Avant son accession à la présidence du FN, Marine Le Pen fait de la lutte contre l’islamisation et de la défense de la laïcité les articulations de son discours. Son message se résume à ce double thème : le danger islamiste s’oppose aux valeurs laïques véhiculées par la démocratie, fondements de la République française ; la stigmatisation des musulmans faisant de l’islam et de la République deux entités incompatibles. Si elle rompt sur ce point avec le lepénisme, la présidente du FN s’inscrit dans la filiation paternelle sur un autre. Depuis quelques semaines, et encore davantage avec la crise des réfugiés, Marine Le Pen radicalise son discours, inscrivant ses propos dans la sémantique frontiste. Surtout, lors de l’audience d’octobre (où elle assure être présente), la présidente du FN va être jugée pour son intervention du 10 décembre. Et là, incontestablement et même si elle s’en défend, elle renoue avec une des thématiques privilégiées du père : celle de la Seconde Guerre mondiale.

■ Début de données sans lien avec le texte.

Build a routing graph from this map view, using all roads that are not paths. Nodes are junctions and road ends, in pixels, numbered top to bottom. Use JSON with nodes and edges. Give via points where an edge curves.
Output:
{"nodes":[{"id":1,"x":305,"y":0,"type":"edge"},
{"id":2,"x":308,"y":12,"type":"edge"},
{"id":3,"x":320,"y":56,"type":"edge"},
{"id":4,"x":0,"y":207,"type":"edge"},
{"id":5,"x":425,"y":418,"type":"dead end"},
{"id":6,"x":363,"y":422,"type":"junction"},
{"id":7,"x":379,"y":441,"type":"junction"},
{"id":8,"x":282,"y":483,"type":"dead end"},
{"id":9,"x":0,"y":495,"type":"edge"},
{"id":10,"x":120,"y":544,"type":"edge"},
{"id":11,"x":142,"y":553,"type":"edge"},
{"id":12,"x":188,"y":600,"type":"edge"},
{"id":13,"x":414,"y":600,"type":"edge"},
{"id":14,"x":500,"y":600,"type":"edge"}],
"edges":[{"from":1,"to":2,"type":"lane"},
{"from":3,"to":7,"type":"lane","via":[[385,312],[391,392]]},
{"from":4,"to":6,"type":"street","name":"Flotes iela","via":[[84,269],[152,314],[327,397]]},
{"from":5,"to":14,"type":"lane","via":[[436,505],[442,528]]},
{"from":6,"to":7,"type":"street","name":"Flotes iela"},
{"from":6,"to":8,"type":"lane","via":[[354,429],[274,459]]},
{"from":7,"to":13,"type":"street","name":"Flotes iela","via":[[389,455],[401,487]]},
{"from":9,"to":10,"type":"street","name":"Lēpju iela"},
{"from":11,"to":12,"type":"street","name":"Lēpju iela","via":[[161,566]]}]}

Mise à jour : le procureur a demandé la relaxe de Marine Le Pen
La présidente du Front national était jugée ce mardi à Lyon pour avoir comparé les prières de rue à l’Occupation nazie. Le procureur a demandé sa relaxe, en estimant qu’elle parlait « d’un certain nombre de personnes » et non « pas de toute la communauté » musulmane. La décision a été mise en délibéré au 15 décembre.
[1] On se rappelle qu’en 2005, Jean-Marie Le Pen avait quant à lui jugé que l’occupation allemande n’avait pas été « particulièrement inhumaine ».